Activity.
Every line of the data below needs to be reproduced exactly.
---
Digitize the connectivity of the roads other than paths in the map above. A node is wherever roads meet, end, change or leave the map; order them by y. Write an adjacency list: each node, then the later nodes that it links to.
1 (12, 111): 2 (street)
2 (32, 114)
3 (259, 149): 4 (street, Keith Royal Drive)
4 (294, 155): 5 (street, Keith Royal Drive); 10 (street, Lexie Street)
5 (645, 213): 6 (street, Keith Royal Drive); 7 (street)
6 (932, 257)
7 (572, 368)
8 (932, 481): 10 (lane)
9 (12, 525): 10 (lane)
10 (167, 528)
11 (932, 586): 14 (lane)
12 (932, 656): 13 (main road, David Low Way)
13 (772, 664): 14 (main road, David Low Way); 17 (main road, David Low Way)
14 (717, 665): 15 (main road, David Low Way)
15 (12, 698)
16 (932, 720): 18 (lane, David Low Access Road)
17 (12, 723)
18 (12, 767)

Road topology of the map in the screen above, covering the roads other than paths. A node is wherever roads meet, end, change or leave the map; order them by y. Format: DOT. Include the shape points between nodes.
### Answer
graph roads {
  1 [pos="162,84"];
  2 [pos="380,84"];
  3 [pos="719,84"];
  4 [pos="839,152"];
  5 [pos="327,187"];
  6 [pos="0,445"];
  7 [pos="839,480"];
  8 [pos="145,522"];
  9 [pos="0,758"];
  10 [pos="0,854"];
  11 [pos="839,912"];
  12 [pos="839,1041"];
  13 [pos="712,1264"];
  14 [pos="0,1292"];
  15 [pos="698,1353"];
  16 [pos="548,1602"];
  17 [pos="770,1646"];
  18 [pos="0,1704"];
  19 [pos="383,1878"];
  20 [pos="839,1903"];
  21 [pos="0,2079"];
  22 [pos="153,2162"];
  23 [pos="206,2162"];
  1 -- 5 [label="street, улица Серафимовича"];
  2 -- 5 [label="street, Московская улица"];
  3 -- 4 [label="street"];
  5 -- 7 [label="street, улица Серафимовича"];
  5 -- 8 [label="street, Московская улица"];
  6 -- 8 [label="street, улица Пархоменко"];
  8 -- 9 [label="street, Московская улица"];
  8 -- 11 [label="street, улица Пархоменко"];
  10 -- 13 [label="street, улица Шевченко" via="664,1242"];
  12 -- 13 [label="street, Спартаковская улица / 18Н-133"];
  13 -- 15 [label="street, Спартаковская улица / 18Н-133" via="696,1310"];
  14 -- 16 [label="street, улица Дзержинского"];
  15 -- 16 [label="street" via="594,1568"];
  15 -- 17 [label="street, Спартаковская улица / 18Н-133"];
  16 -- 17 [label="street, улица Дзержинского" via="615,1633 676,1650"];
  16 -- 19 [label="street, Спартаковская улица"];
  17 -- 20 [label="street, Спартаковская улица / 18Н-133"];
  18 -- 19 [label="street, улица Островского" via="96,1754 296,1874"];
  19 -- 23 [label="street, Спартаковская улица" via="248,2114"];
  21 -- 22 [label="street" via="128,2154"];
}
---
Reply.
Digitize the connectivity of the roads other than paths in the map above. A node is wherever roads meet, end, change or leave the map; order them by y. Write an adjacency list: each node, then the later nodes that it links to.
1 (12, 111): 2 (street)
2 (32, 114)
3 (259, 149): 4 (street, Keith Royal Drive)
4 (294, 155): 5 (street, Keith Royal Drive); 10 (street, Lexie Street)
5 (645, 213): 6 (street, Keith Royal Drive); 7 (street)
6 (932, 257)
7 (572, 368)
8 (932, 481): 10 (lane)
9 (12, 525): 10 (lane)
10 (167, 528)
11 (932, 586): 14 (lane)
12 (932, 656): 13 (main road, David Low Way)
13 (772, 664): 14 (main road, David Low Way); 17 (main road, David Low Way)
14 (717, 665): 15 (main road, David Low Way)
15 (12, 698)
16 (932, 720): 18 (lane, David Low Access Road)
17 (12, 723)
18 (12, 767)

Road topology of the map in the screen above, covering the roads other than paths. A node is wherever roads meet, end, change or leave the map; order them by y. Format: DOT. Include the shape points between nodes.
### Answer
graph roads {
  1 [pos="162,84"];
  2 [pos="380,84"];
  3 [pos="719,84"];
  4 [pos="839,152"];
  5 [pos="327,187"];
  6 [pos="0,445"];
  7 [pos="839,480"];
  8 [pos="145,522"];
  9 [pos="0,758"];
  10 [pos="0,854"];
  11 [pos="839,912"];
  12 [pos="839,1041"];
  13 [pos="712,1264"];
  14 [pos="0,1292"];
  15 [pos="698,1353"];
  16 [pos="548,1602"];
  17 [pos="770,1646"];
  18 [pos="0,1704"];
  19 [pos="383,1878"];
  20 [pos="839,1903"];
  21 [pos="0,2079"];
  22 [pos="153,2162"];
  23 [pos="206,2162"];
  1 -- 5 [label="street, улица Серафимовича"];
  2 -- 5 [label="street, Московская улица"];
  3 -- 4 [label="street"];
  5 -- 7 [label="street, улица Серафимовича"];
  5 -- 8 [label="street, Московская улица"];
  6 -- 8 [label="street, улица Пархоменко"];
  8 -- 9 [label="street, Московская улица"];
  8 -- 11 [label="street, улица Пархоменко"];
  10 -- 13 [label="street, улица Шевченко" via="664,1242"];
  12 -- 13 [label="street, Спартаковская улица / 18Н-133"];
  13 -- 15 [label="street, Спартаковская улица / 18Н-133" via="696,1310"];
  14 -- 16 [label="street, улица Дзержинского"];
  15 -- 16 [label="street" via="594,1568"];
  15 -- 17 [label="street, Спартаковская улица / 18Н-133"];
  16 -- 17 [label="street, улица Дзержинского" via="615,1633 676,1650"];
  16 -- 19 [label="street, Спартаковская улица"];
  17 -- 20 [label="street, Спартаковская улица / 18Н-133"];
  18 -- 19 [label="street, улица Островского" via="96,1754 296,1874"];
  19 -- 23 [label="street, Спартаковская улица" via="248,2114"];
  21 -- 22 [label="street" via="128,2154"];
}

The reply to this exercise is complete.